[Collected data entries]

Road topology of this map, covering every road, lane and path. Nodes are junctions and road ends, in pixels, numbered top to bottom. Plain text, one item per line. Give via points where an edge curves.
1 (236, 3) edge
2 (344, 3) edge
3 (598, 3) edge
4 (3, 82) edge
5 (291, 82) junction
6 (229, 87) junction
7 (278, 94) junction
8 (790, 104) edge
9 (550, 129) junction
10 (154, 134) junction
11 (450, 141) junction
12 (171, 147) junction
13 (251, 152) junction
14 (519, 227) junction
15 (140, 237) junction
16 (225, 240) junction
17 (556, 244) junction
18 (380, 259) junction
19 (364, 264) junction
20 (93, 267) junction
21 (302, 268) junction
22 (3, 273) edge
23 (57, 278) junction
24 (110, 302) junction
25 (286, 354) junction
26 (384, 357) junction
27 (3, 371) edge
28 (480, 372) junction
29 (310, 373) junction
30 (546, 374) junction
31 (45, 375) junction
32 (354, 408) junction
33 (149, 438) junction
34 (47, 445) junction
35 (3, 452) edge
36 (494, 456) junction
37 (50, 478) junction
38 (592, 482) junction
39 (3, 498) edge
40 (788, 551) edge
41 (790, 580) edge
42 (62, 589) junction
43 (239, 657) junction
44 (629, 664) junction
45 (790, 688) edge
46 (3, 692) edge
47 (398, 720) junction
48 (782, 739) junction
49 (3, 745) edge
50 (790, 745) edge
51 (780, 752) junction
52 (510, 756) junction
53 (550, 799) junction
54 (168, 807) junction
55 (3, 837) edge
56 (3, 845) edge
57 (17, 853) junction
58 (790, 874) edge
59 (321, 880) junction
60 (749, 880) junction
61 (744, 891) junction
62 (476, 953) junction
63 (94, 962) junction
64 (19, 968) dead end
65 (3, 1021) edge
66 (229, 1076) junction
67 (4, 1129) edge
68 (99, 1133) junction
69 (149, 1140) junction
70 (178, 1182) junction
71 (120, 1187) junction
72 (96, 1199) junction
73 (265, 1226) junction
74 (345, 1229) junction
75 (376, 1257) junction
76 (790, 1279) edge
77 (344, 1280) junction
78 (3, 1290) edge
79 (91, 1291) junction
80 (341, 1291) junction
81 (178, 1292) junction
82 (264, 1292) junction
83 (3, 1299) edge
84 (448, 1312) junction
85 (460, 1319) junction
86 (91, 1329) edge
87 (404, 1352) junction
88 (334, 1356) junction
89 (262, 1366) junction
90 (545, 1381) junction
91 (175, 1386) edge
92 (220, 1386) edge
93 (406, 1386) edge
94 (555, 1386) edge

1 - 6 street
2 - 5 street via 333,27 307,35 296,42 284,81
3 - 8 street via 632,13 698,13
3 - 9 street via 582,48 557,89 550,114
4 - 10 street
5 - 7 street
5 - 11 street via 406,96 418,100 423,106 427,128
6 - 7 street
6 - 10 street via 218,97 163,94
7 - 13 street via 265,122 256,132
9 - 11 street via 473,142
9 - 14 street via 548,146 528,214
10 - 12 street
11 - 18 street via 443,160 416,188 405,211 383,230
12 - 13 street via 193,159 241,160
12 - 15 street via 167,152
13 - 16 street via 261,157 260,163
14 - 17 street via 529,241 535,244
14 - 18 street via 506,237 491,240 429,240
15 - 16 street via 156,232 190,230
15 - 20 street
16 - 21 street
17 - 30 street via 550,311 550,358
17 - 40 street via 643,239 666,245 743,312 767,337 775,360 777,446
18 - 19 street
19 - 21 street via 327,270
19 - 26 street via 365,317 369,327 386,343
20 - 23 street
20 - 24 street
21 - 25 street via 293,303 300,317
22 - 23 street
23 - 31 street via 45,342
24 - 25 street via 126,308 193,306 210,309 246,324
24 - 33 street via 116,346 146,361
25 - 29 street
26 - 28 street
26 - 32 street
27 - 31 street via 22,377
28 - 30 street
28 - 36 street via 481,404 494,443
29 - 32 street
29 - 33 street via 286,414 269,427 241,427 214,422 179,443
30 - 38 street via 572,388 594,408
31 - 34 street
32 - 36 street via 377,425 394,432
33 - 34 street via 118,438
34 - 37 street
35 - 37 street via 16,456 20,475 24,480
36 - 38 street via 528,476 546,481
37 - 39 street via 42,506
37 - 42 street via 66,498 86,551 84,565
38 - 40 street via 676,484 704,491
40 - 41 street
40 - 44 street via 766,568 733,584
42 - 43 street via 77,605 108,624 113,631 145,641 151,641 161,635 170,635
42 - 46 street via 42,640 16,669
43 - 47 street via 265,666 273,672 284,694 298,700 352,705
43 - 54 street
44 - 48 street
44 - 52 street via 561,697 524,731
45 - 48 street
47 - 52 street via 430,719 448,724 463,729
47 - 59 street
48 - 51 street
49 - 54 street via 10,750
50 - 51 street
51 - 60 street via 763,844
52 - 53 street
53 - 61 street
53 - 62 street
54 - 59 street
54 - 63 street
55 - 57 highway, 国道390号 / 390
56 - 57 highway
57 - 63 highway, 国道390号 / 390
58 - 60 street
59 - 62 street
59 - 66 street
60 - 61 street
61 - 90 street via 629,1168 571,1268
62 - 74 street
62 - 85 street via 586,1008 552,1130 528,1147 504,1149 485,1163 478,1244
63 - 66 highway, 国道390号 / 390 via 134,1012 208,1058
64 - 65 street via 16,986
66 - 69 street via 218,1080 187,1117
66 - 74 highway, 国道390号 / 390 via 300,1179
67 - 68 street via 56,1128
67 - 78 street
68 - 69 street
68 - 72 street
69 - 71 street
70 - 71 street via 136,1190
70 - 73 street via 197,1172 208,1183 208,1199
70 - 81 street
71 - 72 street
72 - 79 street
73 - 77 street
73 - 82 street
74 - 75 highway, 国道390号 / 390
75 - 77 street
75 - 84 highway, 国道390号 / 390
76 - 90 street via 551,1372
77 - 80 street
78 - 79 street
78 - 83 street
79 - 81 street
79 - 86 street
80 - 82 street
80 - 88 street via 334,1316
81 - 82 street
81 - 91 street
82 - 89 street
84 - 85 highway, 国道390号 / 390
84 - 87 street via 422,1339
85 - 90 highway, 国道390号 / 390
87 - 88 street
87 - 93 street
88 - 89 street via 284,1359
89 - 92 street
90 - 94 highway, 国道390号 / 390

WORK REQUEST: Recopy the entries above in their entirety, exactly.

REPLY TO THE EXERCISE:
Road topology of this map, covering every road, lane and path. Nodes are junctions and road ends, in pixels, numbered top to bottom. Plain text, one item per line. Give via points where an edge curves.
1 (236, 3) edge
2 (344, 3) edge
3 (598, 3) edge
4 (3, 82) edge
5 (291, 82) junction
6 (229, 87) junction
7 (278, 94) junction
8 (790, 104) edge
9 (550, 129) junction
10 (154, 134) junction
11 (450, 141) junction
12 (171, 147) junction
13 (251, 152) junction
14 (519, 227) junction
15 (140, 237) junction
16 (225, 240) junction
17 (556, 244) junction
18 (380, 259) junction
19 (364, 264) junction
20 (93, 267) junction
21 (302, 268) junction
22 (3, 273) edge
23 (57, 278) junction
24 (110, 302) junction
25 (286, 354) junction
26 (384, 357) junction
27 (3, 371) edge
28 (480, 372) junction
29 (310, 373) junction
30 (546, 374) junction
31 (45, 375) junction
32 (354, 408) junction
33 (149, 438) junction
34 (47, 445) junction
35 (3, 452) edge
36 (494, 456) junction
37 (50, 478) junction
38 (592, 482) junction
39 (3, 498) edge
40 (788, 551) edge
41 (790, 580) edge
42 (62, 589) junction
43 (239, 657) junction
44 (629, 664) junction
45 (790, 688) edge
46 (3, 692) edge
47 (398, 720) junction
48 (782, 739) junction
49 (3, 745) edge
50 (790, 745) edge
51 (780, 752) junction
52 (510, 756) junction
53 (550, 799) junction
54 (168, 807) junction
55 (3, 837) edge
56 (3, 845) edge
57 (17, 853) junction
58 (790, 874) edge
59 (321, 880) junction
60 (749, 880) junction
61 (744, 891) junction
62 (476, 953) junction
63 (94, 962) junction
64 (19, 968) dead end
65 (3, 1021) edge
66 (229, 1076) junction
67 (4, 1129) edge
68 (99, 1133) junction
69 (149, 1140) junction
70 (178, 1182) junction
71 (120, 1187) junction
72 (96, 1199) junction
73 (265, 1226) junction
74 (345, 1229) junction
75 (376, 1257) junction
76 (790, 1279) edge
77 (344, 1280) junction
78 (3, 1290) edge
79 (91, 1291) junction
80 (341, 1291) junction
81 (178, 1292) junction
82 (264, 1292) junction
83 (3, 1299) edge
84 (448, 1312) junction
85 (460, 1319) junction
86 (91, 1329) edge
87 (404, 1352) junction
88 (334, 1356) junction
89 (262, 1366) junction
90 (545, 1381) junction
91 (175, 1386) edge
92 (220, 1386) edge
93 (406, 1386) edge
94 (555, 1386) edge

1 - 6 street
2 - 5 street via 333,27 307,35 296,42 284,81
3 - 8 street via 632,13 698,13
3 - 9 street via 582,48 557,89 550,114
4 - 10 street
5 - 7 street
5 - 11 street via 406,96 418,100 423,106 427,128
6 - 7 street
6 - 10 street via 218,97 163,94
7 - 13 street via 265,122 256,132
9 - 11 street via 473,142
9 - 14 street via 548,146 528,214
10 - 12 street
11 - 18 street via 443,160 416,188 405,211 383,230
12 - 13 street via 193,159 241,160
12 - 15 street via 167,152
13 - 16 street via 261,157 260,163
14 - 17 street via 529,241 535,244
14 - 18 street via 506,237 491,240 429,240
15 - 16 street via 156,232 190,230
15 - 20 street
16 - 21 street
17 - 30 street via 550,311 550,358
17 - 40 street via 643,239 666,245 743,312 767,337 775,360 777,446
18 - 19 street
19 - 21 street via 327,270
19 - 26 street via 365,317 369,327 386,343
20 - 23 street
20 - 24 street
21 - 25 street via 293,303 300,317
22 - 23 street
23 - 31 street via 45,342
24 - 25 street via 126,308 193,306 210,309 246,324
24 - 33 street via 116,346 146,361
25 - 29 street
26 - 28 street
26 - 32 street
27 - 31 street via 22,377
28 - 30 street
28 - 36 street via 481,404 494,443
29 - 32 street
29 - 33 street via 286,414 269,427 241,427 214,422 179,443
30 - 38 street via 572,388 594,408
31 - 34 street
32 - 36 street via 377,425 394,432
33 - 34 street via 118,438
34 - 37 street
35 - 37 street via 16,456 20,475 24,480
36 - 38 street via 528,476 546,481
37 - 39 street via 42,506
37 - 42 street via 66,498 86,551 84,565
38 - 40 street via 676,484 704,491
40 - 41 street
40 - 44 street via 766,568 733,584
42 - 43 street via 77,605 108,624 113,631 145,641 151,641 161,635 170,635
42 - 46 street via 42,640 16,669
43 - 47 street via 265,666 273,672 284,694 298,700 352,705
43 - 54 street
44 - 48 street
44 - 52 street via 561,697 524,731
45 - 48 street
47 - 52 street via 430,719 448,724 463,729
47 - 59 street
48 - 51 street
49 - 54 street via 10,750
50 - 51 street
51 - 60 street via 763,844
52 - 53 street
53 - 61 street
53 - 62 street
54 - 59 street
54 - 63 street
55 - 57 highway, 国道390号 / 390
56 - 57 highway
57 - 63 highway, 国道390号 / 390
58 - 60 street
59 - 62 street
59 - 66 street
60 - 61 street
61 - 90 street via 629,1168 571,1268
62 - 74 street
62 - 85 street via 586,1008 552,1130 528,1147 504,1149 485,1163 478,1244
63 - 66 highway, 国道390号 / 390 via 134,1012 208,1058
64 - 65 street via 16,986
66 - 69 street via 218,1080 187,1117
66 - 74 highway, 国道390号 / 390 via 300,1179
67 - 68 street via 56,1128
67 - 78 street
68 - 69 street
68 - 72 street
69 - 71 street
70 - 71 street via 136,1190
70 - 73 street via 197,1172 208,1183 208,1199
70 - 81 street
71 - 72 street
72 - 79 street
73 - 77 street
73 - 82 street
74 - 75 highway, 国道390号 / 390
75 - 77 street
75 - 84 highway, 国道390号 / 390
76 - 90 street via 551,1372
77 - 80 street
78 - 79 street
78 - 83 street
79 - 81 street
79 - 86 street
80 - 82 street
80 - 88 street via 334,1316
81 - 82 street
81 - 91 street
82 - 89 street
84 - 85 highway, 国道390号 / 390
84 - 87 street via 422,1339
85 - 90 highway, 国道390号 / 390
87 - 88 street
87 - 93 street
88 - 89 street via 284,1359
89 - 92 street
90 - 94 highway, 国道390号 / 390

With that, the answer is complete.